THE TASK: Go through the listing below and return each line that includes "nodes".

EXERCISE MATERIAL:
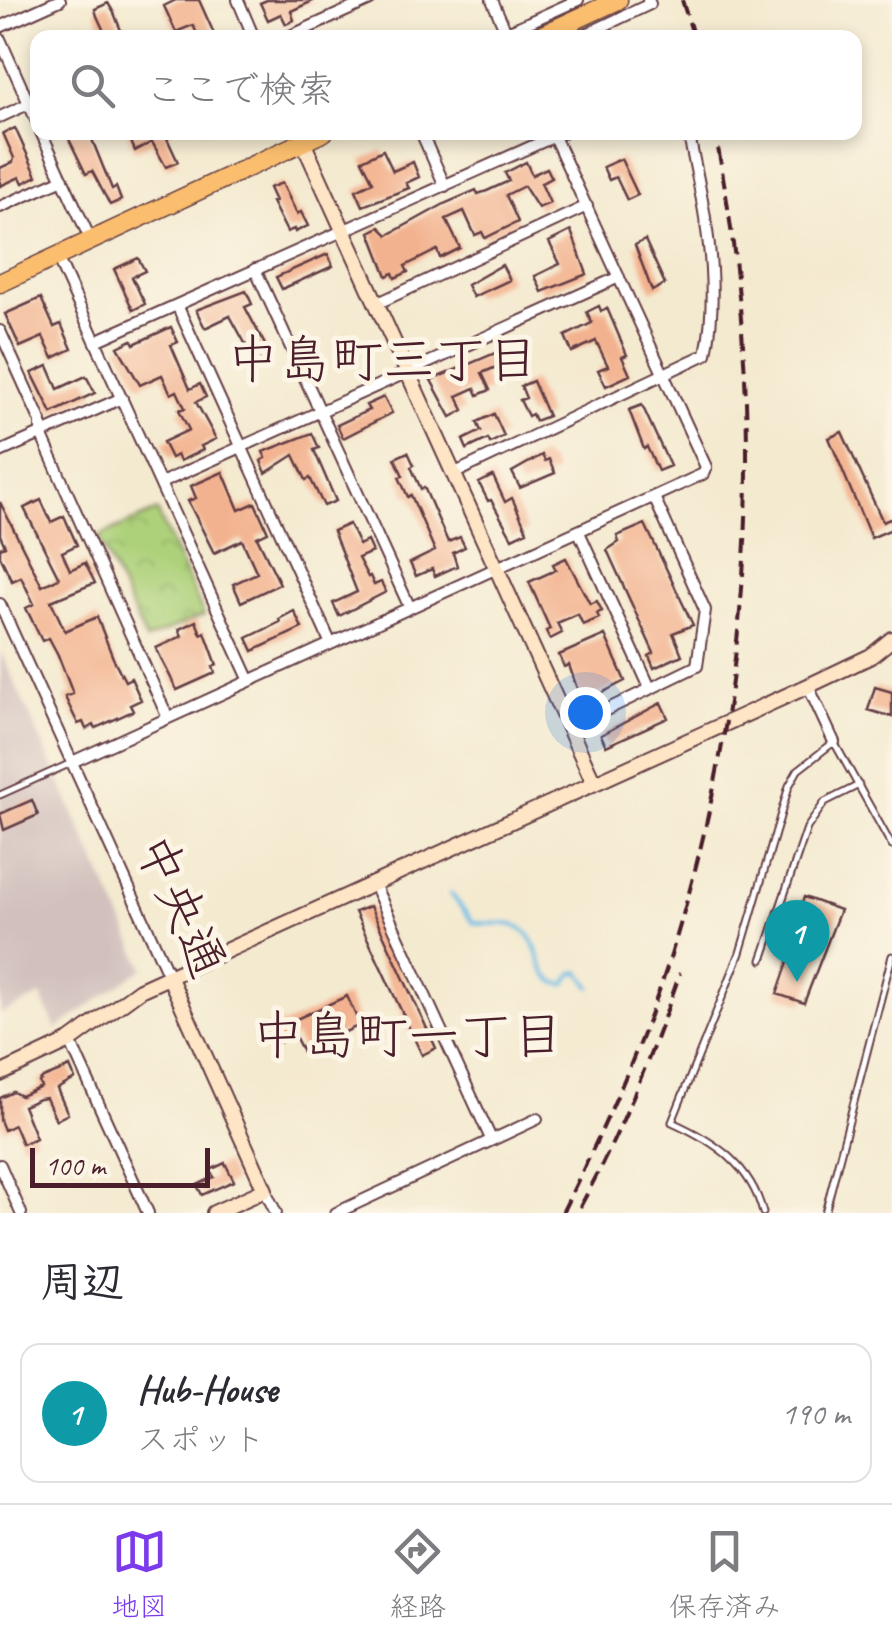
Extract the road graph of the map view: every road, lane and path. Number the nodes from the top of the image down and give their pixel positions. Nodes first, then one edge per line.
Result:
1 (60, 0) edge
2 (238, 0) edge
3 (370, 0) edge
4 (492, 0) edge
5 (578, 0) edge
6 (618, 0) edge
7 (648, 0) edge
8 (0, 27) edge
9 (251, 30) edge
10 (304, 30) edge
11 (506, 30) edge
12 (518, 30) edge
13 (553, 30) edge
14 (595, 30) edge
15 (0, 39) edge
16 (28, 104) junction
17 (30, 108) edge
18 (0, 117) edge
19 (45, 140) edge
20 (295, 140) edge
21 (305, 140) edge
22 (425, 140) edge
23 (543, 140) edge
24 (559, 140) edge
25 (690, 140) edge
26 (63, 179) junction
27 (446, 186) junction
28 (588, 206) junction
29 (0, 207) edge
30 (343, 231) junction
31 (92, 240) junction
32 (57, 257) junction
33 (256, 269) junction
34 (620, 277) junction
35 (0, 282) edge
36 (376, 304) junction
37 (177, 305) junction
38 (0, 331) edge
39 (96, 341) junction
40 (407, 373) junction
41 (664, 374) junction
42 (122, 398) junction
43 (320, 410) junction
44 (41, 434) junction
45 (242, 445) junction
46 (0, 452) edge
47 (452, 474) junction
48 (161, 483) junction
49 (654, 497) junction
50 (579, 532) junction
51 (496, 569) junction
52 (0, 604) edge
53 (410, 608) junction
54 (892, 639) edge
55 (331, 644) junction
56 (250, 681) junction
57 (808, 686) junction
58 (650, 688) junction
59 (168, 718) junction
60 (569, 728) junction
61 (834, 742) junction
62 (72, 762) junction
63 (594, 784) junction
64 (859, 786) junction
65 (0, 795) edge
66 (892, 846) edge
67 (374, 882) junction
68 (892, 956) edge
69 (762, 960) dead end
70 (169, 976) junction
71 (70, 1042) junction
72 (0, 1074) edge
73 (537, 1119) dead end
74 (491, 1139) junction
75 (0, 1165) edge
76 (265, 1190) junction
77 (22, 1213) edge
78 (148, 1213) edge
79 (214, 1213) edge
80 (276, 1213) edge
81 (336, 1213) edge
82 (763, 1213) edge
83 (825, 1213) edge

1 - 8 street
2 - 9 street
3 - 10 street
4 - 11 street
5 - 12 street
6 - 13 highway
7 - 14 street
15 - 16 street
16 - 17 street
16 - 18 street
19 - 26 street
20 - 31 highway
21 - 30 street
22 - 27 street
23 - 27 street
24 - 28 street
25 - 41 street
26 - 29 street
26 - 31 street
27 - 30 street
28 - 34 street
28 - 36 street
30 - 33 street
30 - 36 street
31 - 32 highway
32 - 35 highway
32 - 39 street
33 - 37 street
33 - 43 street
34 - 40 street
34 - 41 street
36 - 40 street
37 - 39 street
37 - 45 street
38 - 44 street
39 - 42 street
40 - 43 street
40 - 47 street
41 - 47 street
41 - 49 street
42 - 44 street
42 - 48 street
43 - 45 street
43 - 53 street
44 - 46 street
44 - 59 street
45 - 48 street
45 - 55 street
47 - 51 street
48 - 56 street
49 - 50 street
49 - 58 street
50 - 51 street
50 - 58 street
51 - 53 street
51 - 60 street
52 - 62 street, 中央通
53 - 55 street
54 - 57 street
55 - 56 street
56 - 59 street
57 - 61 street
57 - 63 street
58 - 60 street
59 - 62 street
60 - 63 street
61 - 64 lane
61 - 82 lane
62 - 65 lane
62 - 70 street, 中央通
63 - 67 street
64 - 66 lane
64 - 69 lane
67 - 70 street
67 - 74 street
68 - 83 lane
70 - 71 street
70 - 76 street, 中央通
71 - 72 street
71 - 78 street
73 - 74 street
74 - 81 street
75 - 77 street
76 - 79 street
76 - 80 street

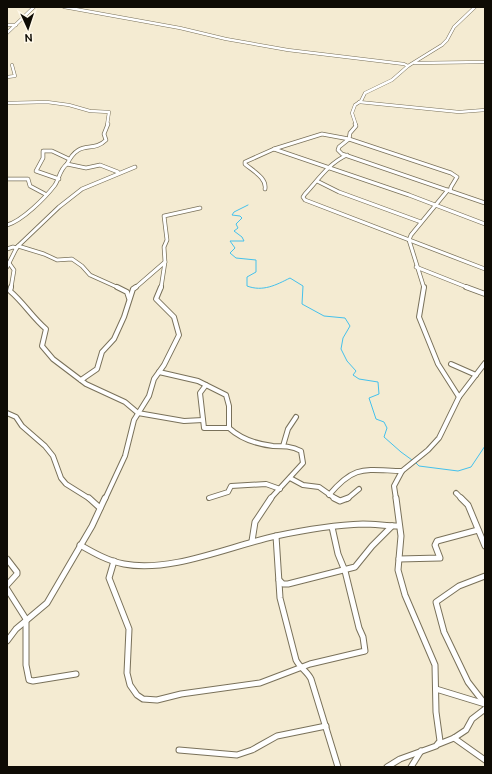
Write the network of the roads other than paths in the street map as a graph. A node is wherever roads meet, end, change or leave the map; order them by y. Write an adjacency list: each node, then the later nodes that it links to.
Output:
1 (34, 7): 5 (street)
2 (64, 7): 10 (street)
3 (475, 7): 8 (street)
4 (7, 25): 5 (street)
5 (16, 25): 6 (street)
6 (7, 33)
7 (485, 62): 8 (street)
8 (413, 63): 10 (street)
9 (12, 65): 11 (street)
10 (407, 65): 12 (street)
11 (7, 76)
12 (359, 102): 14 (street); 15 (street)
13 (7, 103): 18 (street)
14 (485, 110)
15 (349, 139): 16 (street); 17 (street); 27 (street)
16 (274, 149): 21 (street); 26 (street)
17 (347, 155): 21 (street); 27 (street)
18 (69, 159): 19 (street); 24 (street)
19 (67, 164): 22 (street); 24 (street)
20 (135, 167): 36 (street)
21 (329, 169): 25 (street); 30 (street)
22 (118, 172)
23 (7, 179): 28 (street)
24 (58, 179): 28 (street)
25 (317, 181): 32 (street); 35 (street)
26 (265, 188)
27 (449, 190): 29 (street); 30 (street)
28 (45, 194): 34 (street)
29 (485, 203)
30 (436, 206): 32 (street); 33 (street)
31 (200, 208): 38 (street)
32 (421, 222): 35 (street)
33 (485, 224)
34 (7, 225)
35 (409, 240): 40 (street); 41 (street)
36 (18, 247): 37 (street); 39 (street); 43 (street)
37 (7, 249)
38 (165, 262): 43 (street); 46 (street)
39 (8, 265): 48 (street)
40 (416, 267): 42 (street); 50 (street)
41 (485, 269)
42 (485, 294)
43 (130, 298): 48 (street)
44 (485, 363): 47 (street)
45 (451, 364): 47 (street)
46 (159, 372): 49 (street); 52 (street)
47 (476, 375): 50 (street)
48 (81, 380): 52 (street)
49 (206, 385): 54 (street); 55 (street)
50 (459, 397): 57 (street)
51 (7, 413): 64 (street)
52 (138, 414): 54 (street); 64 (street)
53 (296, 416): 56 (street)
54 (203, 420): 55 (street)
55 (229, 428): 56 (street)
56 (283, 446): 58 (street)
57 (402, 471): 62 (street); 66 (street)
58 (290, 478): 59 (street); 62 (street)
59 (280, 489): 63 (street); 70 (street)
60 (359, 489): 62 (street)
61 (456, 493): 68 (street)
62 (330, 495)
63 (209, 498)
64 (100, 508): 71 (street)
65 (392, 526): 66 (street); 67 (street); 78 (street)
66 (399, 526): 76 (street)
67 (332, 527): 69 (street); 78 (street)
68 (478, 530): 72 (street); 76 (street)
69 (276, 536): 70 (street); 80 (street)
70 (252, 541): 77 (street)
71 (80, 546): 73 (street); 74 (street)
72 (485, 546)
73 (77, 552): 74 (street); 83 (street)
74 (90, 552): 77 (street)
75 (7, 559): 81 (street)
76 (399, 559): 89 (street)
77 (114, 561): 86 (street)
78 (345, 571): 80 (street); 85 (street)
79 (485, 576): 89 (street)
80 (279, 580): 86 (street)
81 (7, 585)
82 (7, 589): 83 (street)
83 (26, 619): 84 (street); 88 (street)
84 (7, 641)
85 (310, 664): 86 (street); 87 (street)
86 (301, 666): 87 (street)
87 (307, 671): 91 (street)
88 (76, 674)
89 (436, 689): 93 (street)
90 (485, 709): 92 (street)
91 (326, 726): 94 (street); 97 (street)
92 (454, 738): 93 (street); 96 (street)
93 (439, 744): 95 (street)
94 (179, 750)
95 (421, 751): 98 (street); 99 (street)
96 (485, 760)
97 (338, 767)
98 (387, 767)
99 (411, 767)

ANSWER SPACE:
Extract the road graph of the map view: every road, lane and path. Number the nodes from the top of the image down and give their pixel positions. Nodes first, then one edge per line.
Write the network of the roads other than paths in the street map as a graph. A node is wherever roads meet, end, change or leave the map; order them by y. Write an adjacency list: each node, then the later nodes that it links to.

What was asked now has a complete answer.